Page MenuHomePhabricator

Find out if Kibana/Elasticsearch allows queries based on the results of other queries
Closed, ResolvedPublic

Description

When going to https://wikimedia.biterg.io/goto/e20a34c2ae32075d3cab7851532fb20b (new contributors in Gerrit in the last 60 days), we have

  • a widget that shows a list of "New Authors" who joined Gerrit within the last 60 days, and
  • a widget that shows a list of all changesets ("gerrit_all_changesets") which were created within the last 60 days.

What I'd love to have however is a list that only displays changesets created by those "New Authors". (Currently you either have to filter by each author separately, or use all 'new author' names to construct a custom author_name:"Alice" OR author_name:"Bob" query.)

I'm pretty sure I have to create a new widget/visualization and a new query for this (and that we cannot use the existing "gerrit_all_changesets" here), but I do not know how yet.

Wondering if Bool Queries or Range Queries might be related. Or if I'm completely off.

Event Timeline

EBernhardson added a subscriber: EBernhardson.EditedMar 16 2018, 7:39 PM

I think the problem here is going to be the data is stored in separate indices.

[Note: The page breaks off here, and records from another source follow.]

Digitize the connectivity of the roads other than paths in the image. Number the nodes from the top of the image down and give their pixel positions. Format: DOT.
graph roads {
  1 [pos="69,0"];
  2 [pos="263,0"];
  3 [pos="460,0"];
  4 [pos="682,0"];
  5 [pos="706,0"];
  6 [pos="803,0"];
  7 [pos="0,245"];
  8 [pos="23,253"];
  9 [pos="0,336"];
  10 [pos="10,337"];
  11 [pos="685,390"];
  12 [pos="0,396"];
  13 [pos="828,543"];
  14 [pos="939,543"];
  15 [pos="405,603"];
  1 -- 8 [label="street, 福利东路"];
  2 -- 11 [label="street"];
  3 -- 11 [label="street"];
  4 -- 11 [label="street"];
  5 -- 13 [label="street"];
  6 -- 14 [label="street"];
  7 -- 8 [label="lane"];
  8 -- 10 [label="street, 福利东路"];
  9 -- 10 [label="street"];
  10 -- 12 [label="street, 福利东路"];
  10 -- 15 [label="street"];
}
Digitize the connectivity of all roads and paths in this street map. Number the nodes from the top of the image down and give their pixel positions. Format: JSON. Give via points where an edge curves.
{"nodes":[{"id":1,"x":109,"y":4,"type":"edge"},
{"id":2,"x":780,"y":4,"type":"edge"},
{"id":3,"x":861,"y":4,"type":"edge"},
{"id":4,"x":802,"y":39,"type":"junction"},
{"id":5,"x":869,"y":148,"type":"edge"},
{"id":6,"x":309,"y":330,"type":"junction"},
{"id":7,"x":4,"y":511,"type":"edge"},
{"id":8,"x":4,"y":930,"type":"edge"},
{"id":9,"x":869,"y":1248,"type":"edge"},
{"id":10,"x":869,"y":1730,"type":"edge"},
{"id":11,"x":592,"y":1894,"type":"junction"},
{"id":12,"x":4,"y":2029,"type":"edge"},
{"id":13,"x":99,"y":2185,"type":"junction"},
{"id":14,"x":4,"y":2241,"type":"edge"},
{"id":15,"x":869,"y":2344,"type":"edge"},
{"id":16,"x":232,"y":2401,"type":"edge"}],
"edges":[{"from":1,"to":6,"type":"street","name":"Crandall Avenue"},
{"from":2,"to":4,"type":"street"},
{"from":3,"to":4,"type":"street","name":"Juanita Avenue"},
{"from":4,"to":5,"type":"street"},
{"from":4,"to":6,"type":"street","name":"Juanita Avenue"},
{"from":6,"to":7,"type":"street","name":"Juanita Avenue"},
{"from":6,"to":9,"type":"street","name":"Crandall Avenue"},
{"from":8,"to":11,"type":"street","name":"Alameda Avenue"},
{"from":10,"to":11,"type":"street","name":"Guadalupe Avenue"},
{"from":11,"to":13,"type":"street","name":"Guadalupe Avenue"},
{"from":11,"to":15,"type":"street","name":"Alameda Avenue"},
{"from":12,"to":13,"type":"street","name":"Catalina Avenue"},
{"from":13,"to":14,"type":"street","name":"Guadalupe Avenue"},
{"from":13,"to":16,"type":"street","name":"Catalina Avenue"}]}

The linked dashboard uses the gerrit_demo index which afaict only contains events for newly seen patch authors? The actual changesets are in a separate index called gerrit. Elasticsearch doesn't do joins of any kind, so there is no direct way to query this data. What I would typically suggest here is augmenting the data ingestion pipeline to include some sort of marker in the gerrit index that can be filtered on. Essentially it means pre-joining (denormalizing) the timestamp markers into the documents.

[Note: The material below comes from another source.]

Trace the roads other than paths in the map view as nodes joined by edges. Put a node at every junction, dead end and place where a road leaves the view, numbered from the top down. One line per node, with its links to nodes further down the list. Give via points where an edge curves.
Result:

@EBernhardson: That makes sense - thanks a lot for your fast comment here (was thinking about CC'ing you on this task but first wanted to try digging myself)!

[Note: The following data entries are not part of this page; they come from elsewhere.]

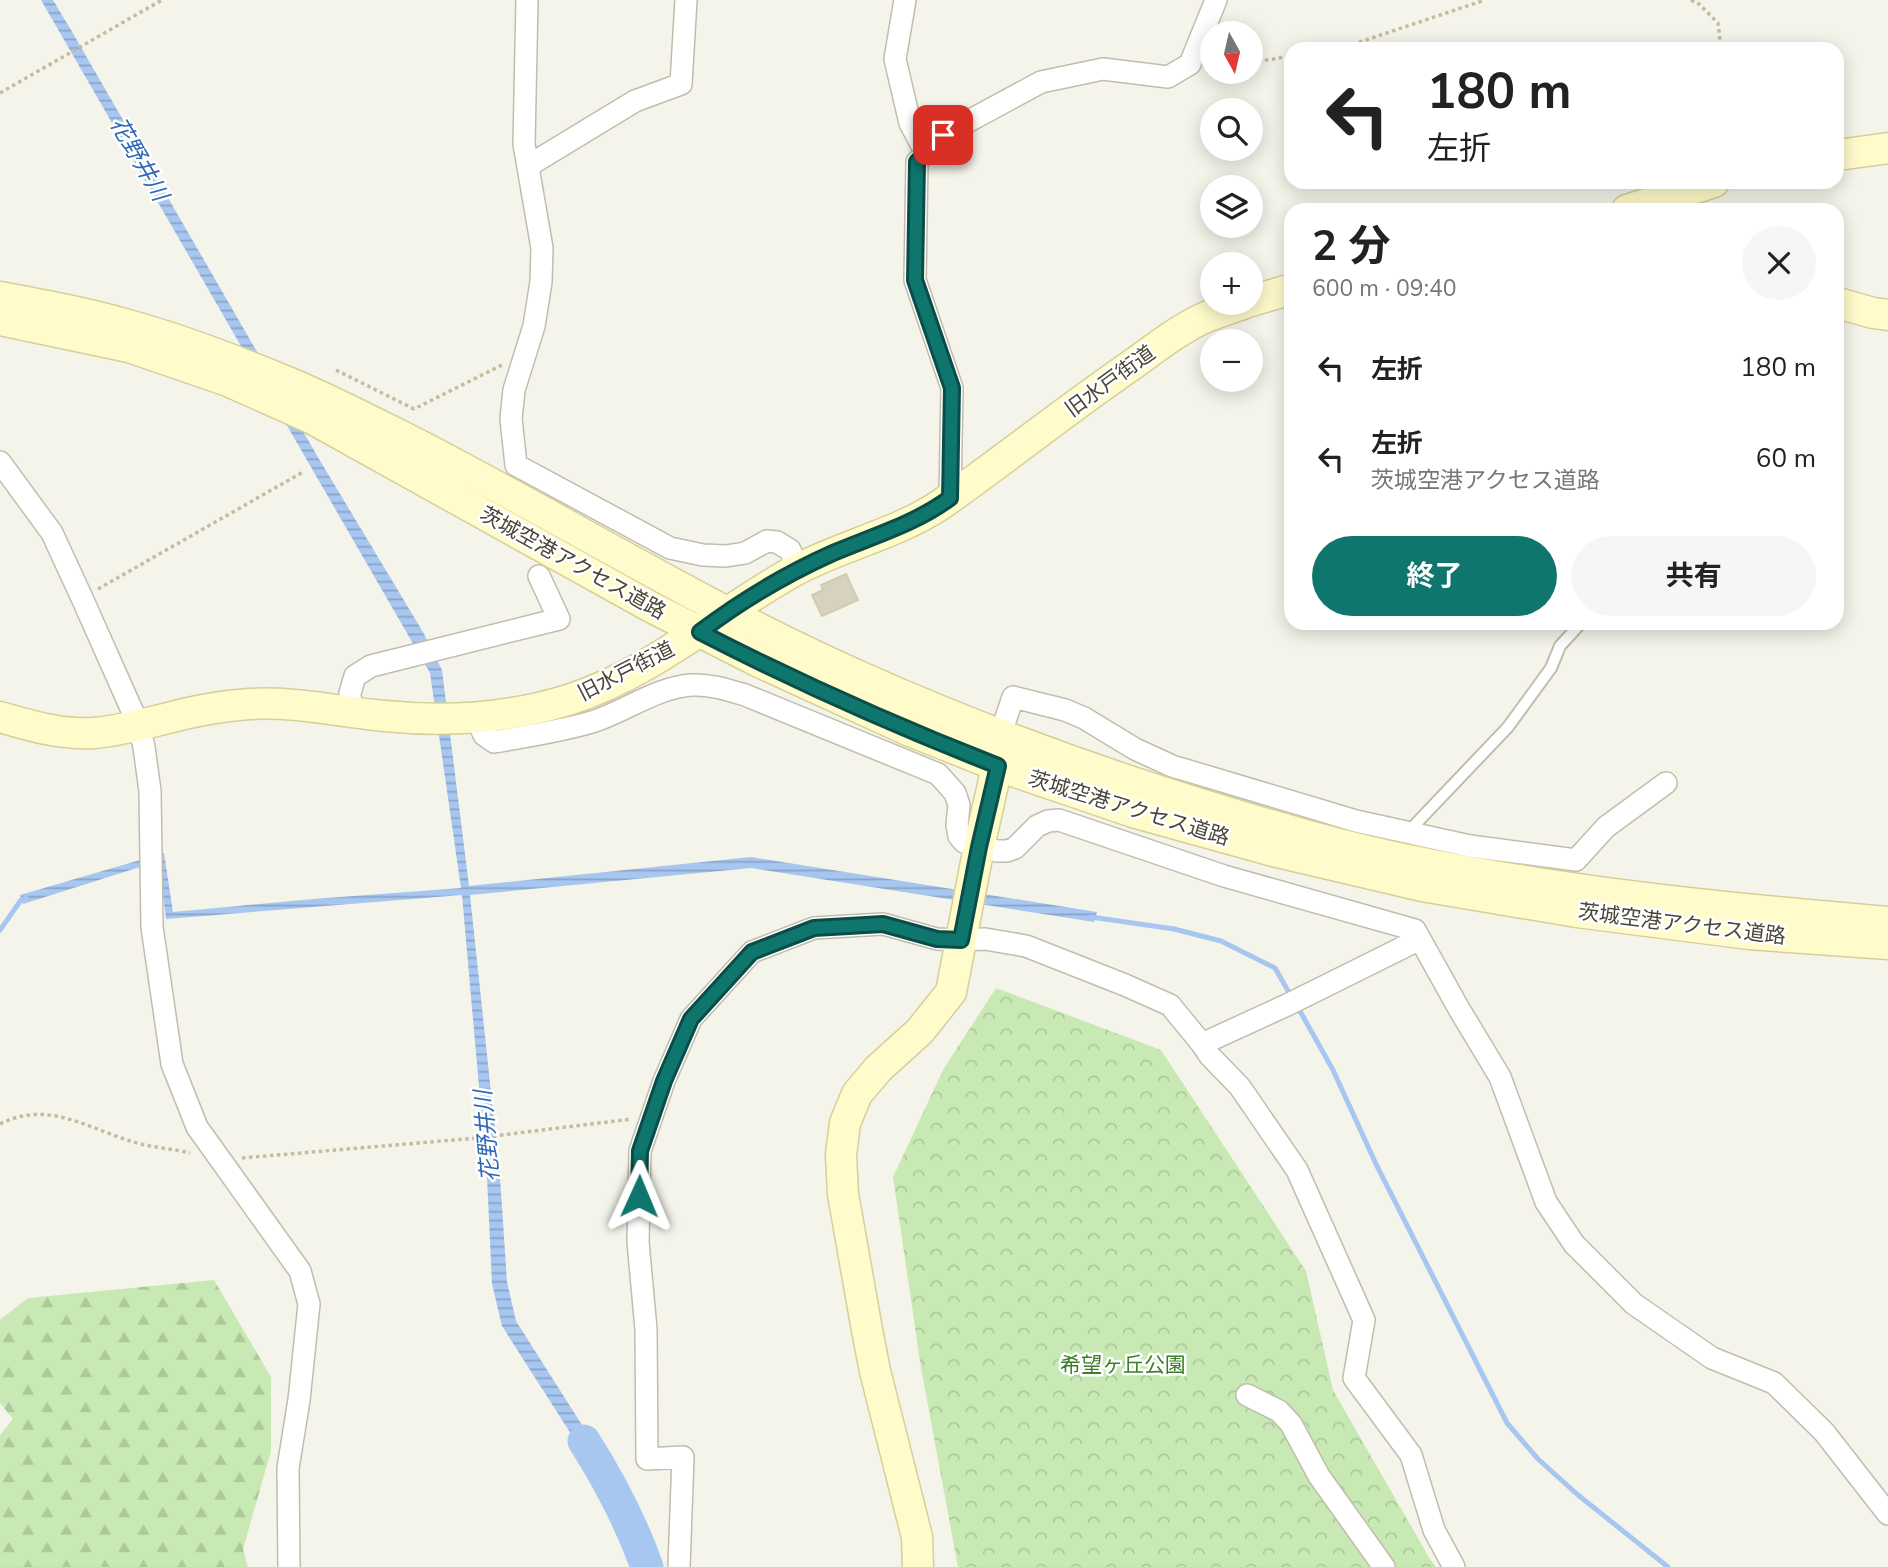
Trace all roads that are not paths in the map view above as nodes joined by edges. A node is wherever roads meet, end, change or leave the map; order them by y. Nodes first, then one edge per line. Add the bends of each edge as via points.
1 (527, 0) edge
2 (686, 0) edge
3 (905, 0) edge
4 (1216, 0) edge
5 (1888, 148) edge
6 (926, 153) junction
7 (1844, 154) edge
8 (528, 166) junction
9 (1702, 194) edge
10 (1660, 203) edge
11 (1284, 291) edge
12 (0, 297) edge
13 (1263, 297) edge
14 (1844, 305) edge
15 (1213, 315) edge
16 (1888, 315) edge
17 (0, 320) edge
18 (0, 462) edge
19 (950, 498) junction
20 (799, 569) junction
21 (538, 576) dead end
22 (726, 612) junction
23 (1575, 630) edge
24 (700, 632) junction
25 (351, 711) junction
26 (0, 717) edge
27 (466, 717) junction
28 (139, 726) junction
29 (1003, 737) junction
30 (998, 766) junction
31 (1666, 783) dead end
32 (1408, 832) junction
33 (979, 847) junction
34 (1888, 922) edge
35 (964, 928) junction
36 (1420, 939) junction
37 (1888, 944) edge
38 (1202, 1044) junction
39 (1247, 1395) dead end
40 (1888, 1514) edge
41 (289, 1567) edge
42 (679, 1567) edge
43 (918, 1567) edge
44 (1384, 1567) edge
45 (1454, 1567) edge

1 - 8 street via 524,144
2 - 8 street via 681,83 635,102
3 - 6 street via 895,59 910,123
4 - 6 street via 1190,64 1168,77 1103,69 1041,82 943,135
5 - 7 main road
6 - 19 street via 917,162 915,280 952,388
8 - 20 street via 542,247 541,282 534,326 514,390 511,419 516,465 670,548 726,556 745,553 767,541 777,542 790,550
9 - 10 main road
11 - 13 main road
12 - 22 main road, 茨城空港アクセス道路 via 129,325 293,384 482,478
14 - 16 main road
15 - 19 main road, 旧水戸街道 via 1172,336
17 - 24 main road, 茨城空港アクセス道路 via 129,347 228,381 311,418
18 - 28 street via 52,533
19 - 20 main road, 旧水戸街道 via 904,524
20 - 22 main road, 旧水戸街道
21 - 25 street via 559,619 370,666 355,676 349,693
22 - 24 main road, 旧水戸街道
22 - 29 main road, 茨城空港アクセス道路 via 863,678
23 - 32 lane via 1508,727
24 - 27 main road, 旧水戸街道 via 644,667 567,700
24 - 30 main road, 茨城空港アクセス道路 via 818,690
25 - 27 main road, 旧水戸街道 via 424,719
25 - 28 main road, 旧水戸街道 via 251,704
26 - 28 main road, 旧水戸街道 via 66,733
27 - 33 street via 494,742 596,720 668,690 713,686 938,774 955,793 959,836
28 - 41 street via 150,791 152,927 172,1064 197,1127 300,1271 309,1304 288,1468
29 - 30 main road
29 - 32 street via 1013,696 1084,718 1172,766
29 - 34 main road, 茨城空港アクセス道路 via 1279,829 1423,863 1580,891
30 - 33 main road
30 - 37 main road, 茨城空港アクセス道路 via 1133,812 1422,886 1749,934
31 - 32 street via 1606,827 1576,860 1470,846
33 - 35 main road
33 - 36 street via 1016,848 1037,826 1059,820 1224,876 1415,930
35 - 38 street via 985,939 1026,946 1170,1005
35 - 42 street via 937,939 883,924 814,928 752,952 691,1019 640,1151 638,1242 646,1329 647,1459 683,1457
35 - 43 main road via 951,992 920,1031 857,1094 845,1123 841,1155 843,1194 866,1330 917,1537
36 - 38 street
36 - 40 street via 1500,1077 1546,1202 1574,1244 1634,1304 1689,1343 1712,1358 1773,1383 1824,1432
38 - 45 street via 1240,1087 1297,1170 1364,1321 1354,1378 1411,1455 1434,1530
39 - 44 street via 1291,1424 1319,1476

Indeed, the gerrit_demo index has the date fields first and first_all (and an internal _id field which is unfortunately not the Change-Id in Gerrit). And those two fields first and first_all do not exist in the gerrit index (note to myself: githash in the gerrit index is the Change-Id in Gerrit actually).

Hmm, so a potential approach might be merging the fields of the index gerrit_demo into the standard gerrit index once the C_Gerrit_Demo dashboard (it says "Demo" for a reason) gets productized at some point by Bitergia (who host that service and website for us) in T151161.
I'll ask Bitergia about their implementation plans in our (non-public) upstream support ticket at https://gitlab.com/Bitergia/c/Wikimedia/support/issues/16

So the current workaround (until these two indices are merged) to get the list of all changesets in Gerrit by new authors displayed on C_Gerrit_Demo is to

  • go to https://wikimedia.biterg.io/app/kibana#/dashboard/C_Gerrit_Demo
  • get all author names in the "New Authors" widget, either by pressing the Ctrl key in Firefox and marking the column with author names, or by installing some add-on in Chromium (untested), or by exporting to CSV via the link at the bottom of that widget and then removing all the other columns,
  • constructing a query from those author names; format is author_name:"ABC" OR author_name:"XYZ"
  • enter that query into the text search field on top by replacing the *
  • looking at the "gerrit_backlog_table" widget (for open changesets in Gerrit) or the "gerrit_all_changesets" widget (for any changesets in Gerrit)

Nota bene: The results do not exclude bot accounts until these indices are merged, and that some authors might be shown twice.

Aklapper closed this task as Resolved.Mar 27 2018, 3:32 PM

Investigation done, hence closing this task. Again thanks to Erik for the help.

Summarized in the parent task at T188244#4084927.